Even before the birds were chirping and the sun made its appearance, we heard the trumpets, symbols, and drums of La Banda, “the band”, as they marched through the streets. We drew open the curtains of our hotel room window to a sea of bright yellows, blues, greens, and oranges, grinning women with short skirts and hats shaking their hips and waving their arms by their sides, dancing the famous “caporales”. We anxiously ran outside to the stands to watch what felt like a million different groups of dancers passing by; their dances from a mix of different cities and areas in Bolivia: Potosí, Santa Cruz, La Paz, Las Yungas, amongst others.
While we were entranced by the marches of dancers, we simultaneously had to avoid being sprayed by the wet foam of espuma from the crowd next to us. During Carnaval season, it´s a tradition for Bolivians to carry cans of espuma, which is soapy foam, and water balloons to hit any open target. Being gringos or Americans meant that we were easy and obvious targets, and the day turned into a game of duck, roll, and cover to prevent from being hit. It got so bad we had to buy espuma to arm ourselves. It was war.

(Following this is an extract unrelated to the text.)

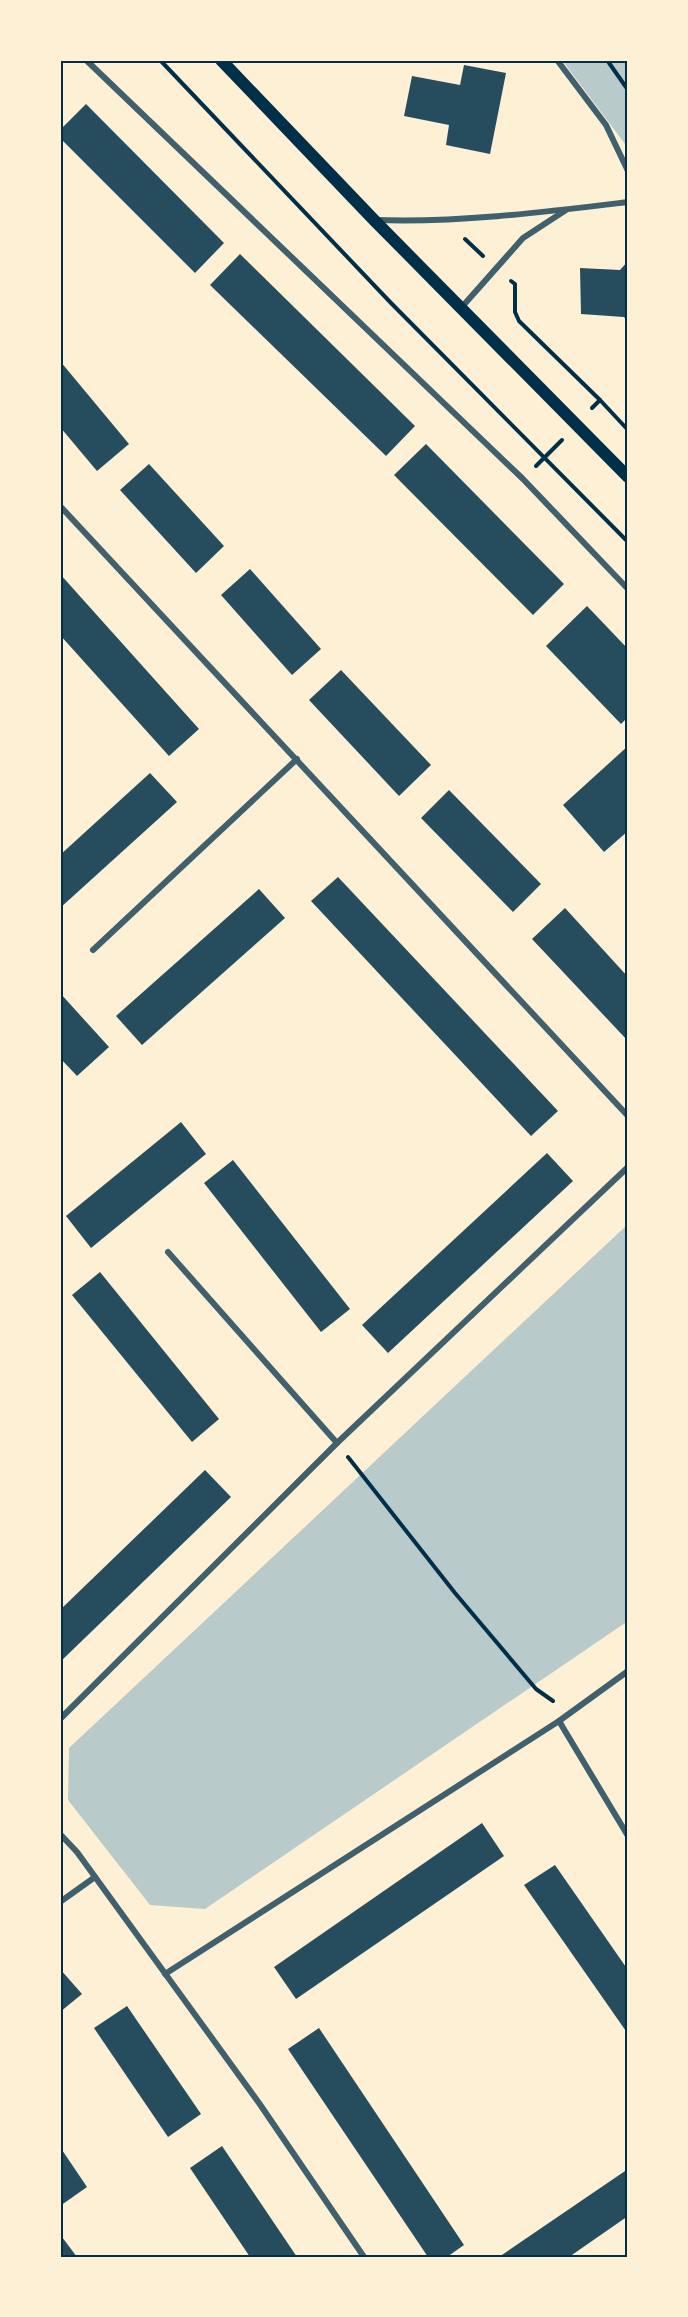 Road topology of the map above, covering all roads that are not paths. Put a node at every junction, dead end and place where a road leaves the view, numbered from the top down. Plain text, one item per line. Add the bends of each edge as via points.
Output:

Although I will probably be scarred by espuma forever because how much got in my eyes and mouth that day, the night was amazing. After hours of standing behind a metal barricade watching the dancers, we finally got the opportunity to jump over and dance with them as they marched! It was an exhilarating feeling standing next to caporales dancers, who are highly idolized in Bolivia. One of them smiled and took my hand as I mirrored the movement of her feet (which was, might I add, far from easy). We danced and marched with the dancers late into the night, when the masks of the diablas started to light up and other dancers juggled fire.
When I returned from Oruro to Cochabamba and my home stay family, the celebration of Carnaval wasn’t over. During Carnaval, it is a tradition in Bolivia to make and celebrate La Q’OA, which is an offering of coca leaves, color paper, sweets, herbs, and other tokens of appreciation to La Pacha Mama to bring good fortune. La Pacha Mama is a word in Quechua that means La Mama Tierra, or “Mother Earth”, and is one of the most commonly honored aspects of Bolivian ritual and tradition. After Ecuador, Bolivia was one of the first countries to ever grant ¨mother earth¨ rights.
Written in the constitution in December 2010 as ¨La Ley de Derechos de la Madre Tierra¨, the law vowed to take legal action to protect and defend the environment for all living creatures. For example, a person can sue in the name of “La Madre Tierra”, if a person or a corporation is some how infringing on the “La Madre Tierra’s” rights. Of course, there are inconsistencies and contradictories with Bolivia´s ¨environmental policies¨, but just stop and think for a moment about what it means to actually have something stated in the constitution that you recognize, as a country, the rights of mother earth and the ability of any person to take legal actions to defend the rights of a healthy environment. How come this idea seems so simple, so ¨matter of fact¨ for Bolivians, but in the U.S. the majority don´t even believe in climate change?? I don´t get it.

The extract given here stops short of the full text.